**The task:** Begin at the top of the records below and print each line exactly until the line containing "0 #c4c6c8) drop-shadow(-2px" has been printed; any pictures are to be left out.

**Excerpts from a dataset:**
* * *
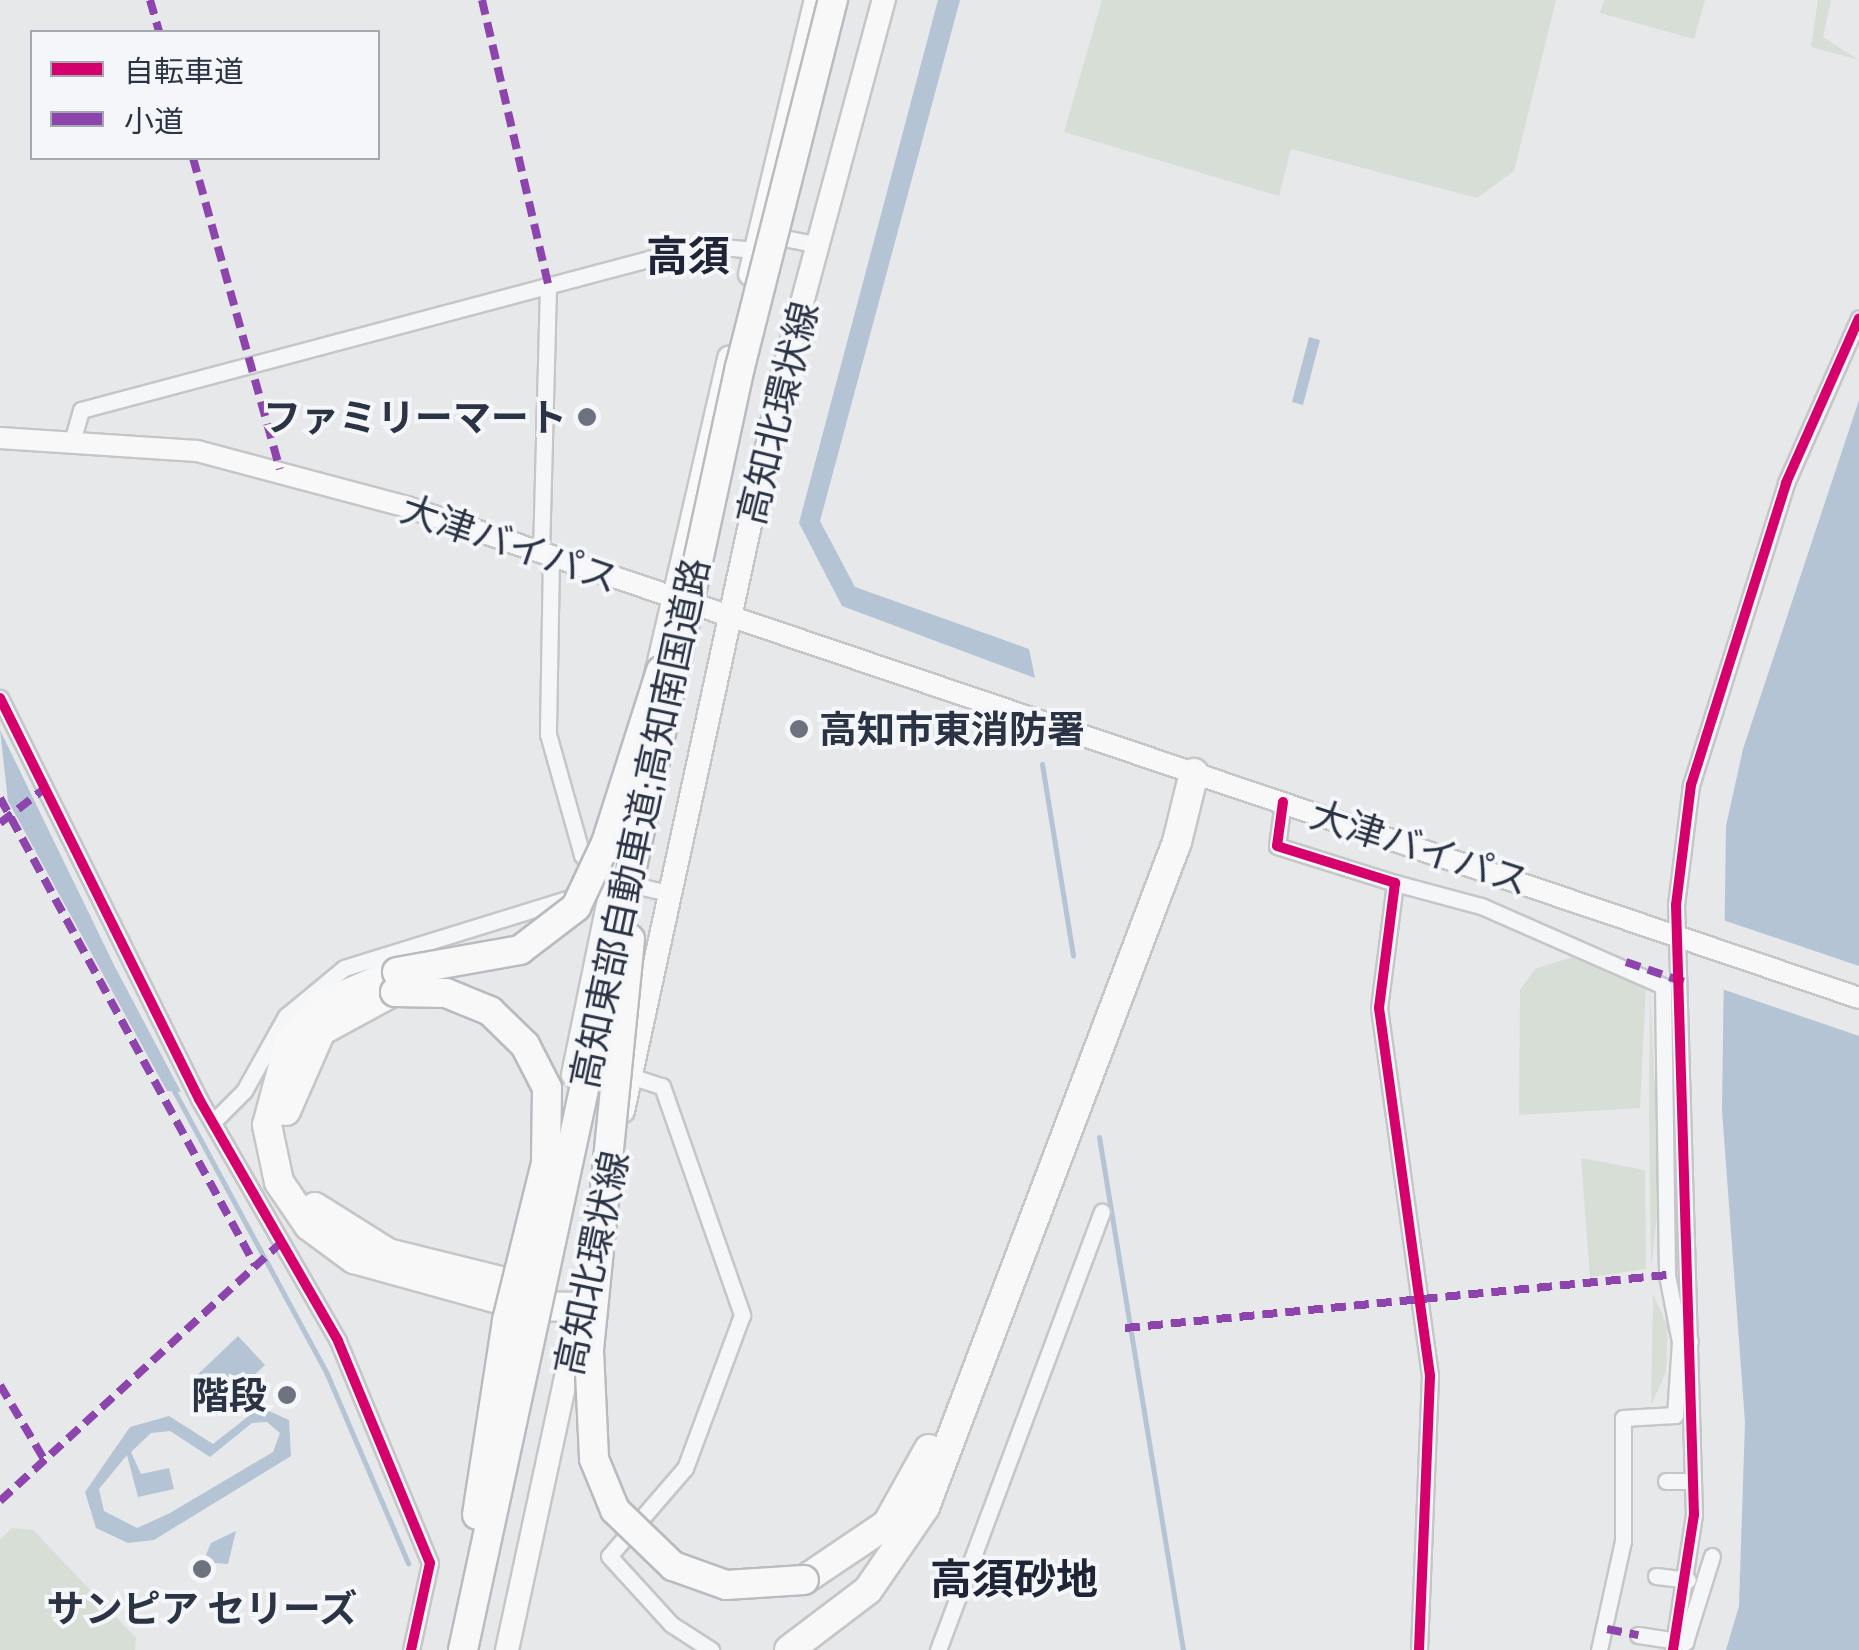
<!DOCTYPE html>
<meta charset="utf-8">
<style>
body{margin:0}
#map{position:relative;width:1859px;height:1650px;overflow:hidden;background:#e6e8ea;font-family:"Exo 2","Noto Sans JP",sans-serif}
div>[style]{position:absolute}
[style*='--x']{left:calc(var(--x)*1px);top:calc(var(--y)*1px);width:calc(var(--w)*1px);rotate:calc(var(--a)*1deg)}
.green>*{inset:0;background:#d6ded6}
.water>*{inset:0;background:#b4c4d5}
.pier>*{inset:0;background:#e6e8ea}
.stream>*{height:5px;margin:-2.5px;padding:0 2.5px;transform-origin:2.5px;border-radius:2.5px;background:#b4c4d5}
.roads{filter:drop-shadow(2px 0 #c4c6c8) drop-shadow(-2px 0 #c4c6c8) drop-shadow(0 2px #c4c6c8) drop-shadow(0 -2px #c4c6c8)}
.minor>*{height:15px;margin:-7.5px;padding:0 7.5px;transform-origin:7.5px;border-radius:7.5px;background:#f5f6f7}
.secondary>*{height:20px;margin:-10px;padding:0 10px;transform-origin:10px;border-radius:10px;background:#f8f8f8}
.primary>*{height:22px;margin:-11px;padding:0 11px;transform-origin:11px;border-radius:11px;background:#f8f8f8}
.motorway>*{height:28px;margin:-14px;padding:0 14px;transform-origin:14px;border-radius:14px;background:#f8f8f8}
.bridges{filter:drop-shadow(2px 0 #b8bbbf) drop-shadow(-2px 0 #b8bbbf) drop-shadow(0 2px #b8bbbf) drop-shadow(0 -2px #b8bbbf)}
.motorway-bridge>*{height:28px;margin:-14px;padding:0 14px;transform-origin:14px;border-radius:14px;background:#f8f8f8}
.quiet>*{height:8px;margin-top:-4px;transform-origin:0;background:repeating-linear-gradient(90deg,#8e44ad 0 15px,transparent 0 23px)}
.cycleway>*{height:10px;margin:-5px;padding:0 5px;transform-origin:5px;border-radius:5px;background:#d6006c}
.dots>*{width:28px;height:28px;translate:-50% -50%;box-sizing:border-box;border:5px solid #f4f6f9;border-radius:50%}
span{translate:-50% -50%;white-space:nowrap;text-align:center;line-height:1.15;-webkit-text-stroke:8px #f4f6f9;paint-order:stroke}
.street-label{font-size:38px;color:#2b3445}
.poi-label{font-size:38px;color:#2b3445;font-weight:700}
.right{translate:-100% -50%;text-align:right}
.left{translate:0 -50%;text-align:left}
.quarter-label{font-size:42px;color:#1d2536;font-weight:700}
.legend{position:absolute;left:30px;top:30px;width:350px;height:130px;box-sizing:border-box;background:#f4f6f9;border:2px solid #a4a8b1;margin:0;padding:12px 18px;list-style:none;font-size:30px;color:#2b3445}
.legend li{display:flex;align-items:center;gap:20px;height:50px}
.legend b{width:50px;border:2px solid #a4a8b1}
</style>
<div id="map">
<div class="green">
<i style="clip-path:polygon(1102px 0,1556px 0,1514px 171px,1477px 198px,1291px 149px,1279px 196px,1064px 132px)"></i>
<i style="clip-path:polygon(1604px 0,1705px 0,1694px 39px,1600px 13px)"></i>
<i style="clip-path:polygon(1818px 0,1831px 0,1823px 37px,1859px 60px,1811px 47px)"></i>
<i style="clip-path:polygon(1576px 956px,1646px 985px,1640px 1108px,1519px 1115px,1520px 990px,1535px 969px)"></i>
<i style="clip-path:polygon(1650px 988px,1660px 1189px,1651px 1269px,1649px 1118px)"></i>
<i style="clip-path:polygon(1581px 1158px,1645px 1170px,1646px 1269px,1590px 1277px)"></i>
<i style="clip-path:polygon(1653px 1294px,1668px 1327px,1666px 1372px,1651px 1405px)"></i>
<i style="clip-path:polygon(12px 1528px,33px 1530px,136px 1638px,135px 1650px,0 1650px,0 1539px)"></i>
</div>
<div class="water">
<i style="clip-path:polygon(938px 0,960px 0,820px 521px,855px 587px,1029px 649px,1035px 678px,842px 606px,799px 523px)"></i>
<i style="clip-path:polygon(1309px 337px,1320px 340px,1303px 405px,1292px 402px)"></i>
<i style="clip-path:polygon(1859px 400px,1859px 1650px,1726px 1650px,1739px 1606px,1745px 1422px,1722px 1110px,1726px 826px,1743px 749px)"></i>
<i style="clip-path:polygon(0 730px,114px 965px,181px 1092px,167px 1091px,8px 801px)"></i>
<i style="clip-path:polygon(238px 1336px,265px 1365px,218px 1409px,191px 1381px)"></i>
<i style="clip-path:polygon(evenodd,260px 1407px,289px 1420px,291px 1456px,154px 1540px,128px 1543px,96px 1528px,85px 1492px,130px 1427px,169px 1416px,213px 1444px,260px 1407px,267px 1422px,280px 1433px,273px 1452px,170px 1513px,137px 1528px,104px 1511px,99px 1489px,127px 1455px,138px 1497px,174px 1489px,169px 1468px,141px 1474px,131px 1452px,151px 1433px,170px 1431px,210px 1457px,252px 1423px,267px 1422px)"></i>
<i style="clip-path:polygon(236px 1531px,228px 1564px,203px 1562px,211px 1543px)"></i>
</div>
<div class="pier">
<i style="clip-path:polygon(1720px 919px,1859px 966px,1859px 1036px,1719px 988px)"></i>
</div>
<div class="stream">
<i style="--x:1042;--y:764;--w:194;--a:80.8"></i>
<i style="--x:172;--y:1087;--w:326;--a:61.6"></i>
<i style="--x:327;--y:1374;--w:206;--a:66.8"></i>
<i style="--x:1099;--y:1137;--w:520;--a:80.7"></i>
</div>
<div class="roads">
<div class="minor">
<i style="--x:769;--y:235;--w:51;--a:11.3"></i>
<i style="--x:73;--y:438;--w:29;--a:-74"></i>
<i style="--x:81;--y:410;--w:642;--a:-14.9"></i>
<i style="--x:701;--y:245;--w:54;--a:5.3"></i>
<i style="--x:541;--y:554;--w:270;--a:-88.5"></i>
<i style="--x:551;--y:558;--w:176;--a:91"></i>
<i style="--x:548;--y:734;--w:126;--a:74.3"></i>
<i style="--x:582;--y:855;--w:20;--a:49"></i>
<i style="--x:0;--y:698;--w:448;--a:63.6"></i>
<i style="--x:199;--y:1099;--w:279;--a:60.1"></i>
<i style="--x:338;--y:1341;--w:240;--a:67.5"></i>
<i style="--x:430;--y:1563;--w:89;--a:102.3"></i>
<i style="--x:1283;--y:802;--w:44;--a:97.8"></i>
<i style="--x:1277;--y:846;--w:124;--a:17.4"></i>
<i style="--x:1395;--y:883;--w:126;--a:97.3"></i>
<i style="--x:1379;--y:1008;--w:372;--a:82.1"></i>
<i style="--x:1430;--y:1376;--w:274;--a:92.3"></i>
<i style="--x:1395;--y:883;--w:89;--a:15"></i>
<i style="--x:1481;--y:906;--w:199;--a:23.7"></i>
<i style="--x:1663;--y:986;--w:289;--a:89.2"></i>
<i style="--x:1667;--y:1275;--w:68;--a:79"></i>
<i style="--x:624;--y:1074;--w:40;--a:18"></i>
<i style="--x:662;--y:1086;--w:243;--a:70.7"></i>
<i style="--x:742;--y:1315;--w:163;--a:110.4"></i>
<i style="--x:685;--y:1468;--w:116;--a:130.8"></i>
<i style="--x:609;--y:1556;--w:92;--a:47.6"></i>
<i style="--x:671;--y:1624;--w:48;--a:33"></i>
<i style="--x:214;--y:1121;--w:42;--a:-45"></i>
<i style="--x:244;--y:1091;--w:86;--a:-60.8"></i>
<i style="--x:286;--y:1016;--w:75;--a:-39.6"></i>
<i style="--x:344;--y:968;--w:253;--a:-17.2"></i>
<i style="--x:586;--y:893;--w:52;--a:-7.7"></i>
<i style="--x:638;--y:886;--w:31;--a:13"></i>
<i style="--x:1666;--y:1481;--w:27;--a:0"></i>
<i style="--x:1656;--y:1576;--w:32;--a:7"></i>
<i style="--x:1638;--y:1635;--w:48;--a:8.5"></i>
<i style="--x:1685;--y:1642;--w:90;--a:-72.6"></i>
<i style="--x:938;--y:1650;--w:468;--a:-69.5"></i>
<i style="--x:1599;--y:1650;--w:112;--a:-77.6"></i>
<i style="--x:1623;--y:1541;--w:123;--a:-90"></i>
<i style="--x:1623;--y:1418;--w:52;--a:-3.3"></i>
<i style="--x:1675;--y:1415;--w:73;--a:-86.1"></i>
<i style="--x:1680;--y:1342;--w:10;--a:-6"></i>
<i style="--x:1673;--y:1650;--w:137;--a:-81.2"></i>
<i style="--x:1694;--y:1515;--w:610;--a:-91.69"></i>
<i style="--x:1676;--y:905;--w:121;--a:-82.9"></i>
<i style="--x:1691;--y:785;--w:317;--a:-72.5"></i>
<i style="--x:1786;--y:483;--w:180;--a:-66.1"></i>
</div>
<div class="secondary">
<i style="--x:0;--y:438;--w:197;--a:3.8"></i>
<i style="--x:197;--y:451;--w:217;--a:14.9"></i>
<i style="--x:407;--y:507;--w:1533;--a:18.68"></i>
</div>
<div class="primary">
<i style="--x:750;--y:274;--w:282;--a:-76.5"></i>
<i style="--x:653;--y:688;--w:339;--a:-77"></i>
<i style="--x:573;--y:1075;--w:263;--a:-78.4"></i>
<i style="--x:623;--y:1111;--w:751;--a:-77.78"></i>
<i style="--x:782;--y:377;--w:391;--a:-74.9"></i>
<i style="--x:507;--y:1650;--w:364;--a:-77.8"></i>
</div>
<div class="motorway">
<i style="--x:397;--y:972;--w:81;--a:156.6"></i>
<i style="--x:323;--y:1004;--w:52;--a:131.1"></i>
<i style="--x:289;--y:1043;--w:85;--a:105"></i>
<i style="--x:267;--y:1125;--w:58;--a:78.1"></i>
<i style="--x:279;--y:1182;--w:53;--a:55.7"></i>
<i style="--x:309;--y:1226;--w:56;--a:36.3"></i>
<i style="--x:354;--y:1259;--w:176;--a:15.5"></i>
<i style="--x:524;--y:1306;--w:58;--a:1"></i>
<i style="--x:286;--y:1111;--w:87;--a:-66.4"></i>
<i style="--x:321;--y:1031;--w:77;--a:-28.6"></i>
<i style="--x:315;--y:1207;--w:86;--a:32.2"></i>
<i style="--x:388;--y:1253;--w:154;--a:13.9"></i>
<i style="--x:804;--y:1580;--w:100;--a:-34"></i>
<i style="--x:887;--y:1524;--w:86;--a:-60.8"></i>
<i style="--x:789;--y:1650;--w:99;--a:-37.2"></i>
<i style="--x:868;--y:1590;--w:101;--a:-55.5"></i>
<i style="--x:925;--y:1507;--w:711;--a:-69.25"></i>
<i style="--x:1177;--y:842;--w:71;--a:-76.2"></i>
</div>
</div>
<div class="bridges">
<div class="motorway-bridge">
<i style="--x:630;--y:939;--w:414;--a:95.7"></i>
<i style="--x:589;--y:1351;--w:108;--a:87.3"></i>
<i style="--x:594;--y:1459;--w:55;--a:67.6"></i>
<i style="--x:615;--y:1510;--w:81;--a:44"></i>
<i style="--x:673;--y:1566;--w:56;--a:19.7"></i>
<i style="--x:726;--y:1585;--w:78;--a:-3.7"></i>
<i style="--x:397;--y:972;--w:125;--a:-10.1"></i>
<i style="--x:520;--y:950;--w:71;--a:-37.5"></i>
<i style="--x:576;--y:907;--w:71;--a:-64.9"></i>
<i style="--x:606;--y:843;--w:181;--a:-72.3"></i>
<i style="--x:395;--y:992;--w:51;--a:1.1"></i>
<i style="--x:446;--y:993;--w:48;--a:22.2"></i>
<i style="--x:490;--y:1011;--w:49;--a:44.2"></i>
<i style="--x:525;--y:1045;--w:48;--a:62.9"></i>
<i style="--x:547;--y:1088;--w:75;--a:90.8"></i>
<i style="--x:546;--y:1163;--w:163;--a:103.9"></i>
<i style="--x:507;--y:1321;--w:196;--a:98.8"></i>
<i style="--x:463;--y:1650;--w:1313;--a:-77.82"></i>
<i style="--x:740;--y:367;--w:379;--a:-75.8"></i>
</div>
</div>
<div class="quiet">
<i style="--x:150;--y:0;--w:33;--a:74"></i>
<i style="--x:482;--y:0;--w:292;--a:76.9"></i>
<i style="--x:193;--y:158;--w:323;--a:74.4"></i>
<i style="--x:0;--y:798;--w:532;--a:61.36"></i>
<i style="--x:0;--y:823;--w:56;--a:-37.7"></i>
<i style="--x:1626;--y:962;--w:61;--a:19"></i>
<i style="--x:1125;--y:1328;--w:545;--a:-5.58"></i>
<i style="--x:0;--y:1385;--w:86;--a:59.3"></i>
<i style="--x:0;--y:1501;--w:384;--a:-42.6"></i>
<i style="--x:1607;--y:1629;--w:32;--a:11"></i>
</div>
<div class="cycleway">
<i style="--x:0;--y:698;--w:448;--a:63.6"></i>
<i style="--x:199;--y:1099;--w:279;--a:60.1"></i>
<i style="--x:338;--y:1341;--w:240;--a:67.5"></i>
<i style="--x:430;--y:1563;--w:89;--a:102.3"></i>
<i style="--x:1283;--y:802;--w:44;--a:97.8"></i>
<i style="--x:1277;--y:846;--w:124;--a:17.4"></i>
<i style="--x:1395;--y:883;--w:126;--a:97.3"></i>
<i style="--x:1379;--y:1008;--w:372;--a:82.1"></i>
<i style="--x:1430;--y:1376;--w:274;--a:92.3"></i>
<i style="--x:1673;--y:1650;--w:137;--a:-81.2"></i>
<i style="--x:1694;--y:1515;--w:610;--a:-91.69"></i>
<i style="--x:1676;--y:905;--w:121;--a:-82.9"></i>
<i style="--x:1691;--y:785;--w:317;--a:-72.5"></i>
<i style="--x:1786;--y:483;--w:180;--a:-66.1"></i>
</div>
<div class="dots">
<i style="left:587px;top:417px;background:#6c737f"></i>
<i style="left:799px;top:729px;background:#6c737f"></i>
<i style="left:287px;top:1395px;background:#6c737f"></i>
<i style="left:202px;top:1569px;background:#6c737f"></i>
</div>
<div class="street-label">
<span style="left:777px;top:413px;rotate:-76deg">高知北環状線</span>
<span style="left:510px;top:543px;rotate:19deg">大津バイパス</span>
<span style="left:639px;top:823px;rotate:-78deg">高知東部自動車道;高知南国道路</span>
<span style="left:1420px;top:847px;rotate:18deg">大津バイパス</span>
<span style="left:591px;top:1263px;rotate:-78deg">高知北環状線</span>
</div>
<div class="poi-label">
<span class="right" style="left:567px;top:417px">ファミリーマート</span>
<span class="left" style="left:819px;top:729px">高知市東消防署</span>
<span class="right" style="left:267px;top:1395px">階段</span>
<span style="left:202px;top:1608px">サンピア セリーズ</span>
</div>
<div class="quarter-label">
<span style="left:688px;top:254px">高須</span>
<span style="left:1014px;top:1577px">高須砂地</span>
</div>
<ul class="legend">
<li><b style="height:12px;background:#d6006c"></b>自転車道</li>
<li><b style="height:12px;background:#8e44ad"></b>小道</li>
</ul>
</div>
* * *
**Answer space:**
<!DOCTYPE html>
<meta charset="utf-8">
<style>
body{margin:0}
#map{position:relative;width:1859px;height:1650px;overflow:hidden;background:#e6e8ea;font-family:"Exo 2","Noto Sans JP",sans-serif}
div>[style]{position:absolute}
[style*='--x']{left:calc(var(--x)*1px);top:calc(var(--y)*1px);width:calc(var(--w)*1px);rotate:calc(var(--a)*1deg)}
.green>*{inset:0;background:#d6ded6}
.water>*{inset:0;background:#b4c4d5}
.pier>*{inset:0;background:#e6e8ea}
.stream>*{height:5px;margin:-2.5px;padding:0 2.5px;transform-origin:2.5px;border-radius:2.5px;background:#b4c4d5}
.roads{filter:drop-shadow(2px 0 #c4c6c8) drop-shadow(-2px 0 #c4c6c8) drop-shadow(0 2px #c4c6c8) drop-shadow(0 -2px #c4c6c8)}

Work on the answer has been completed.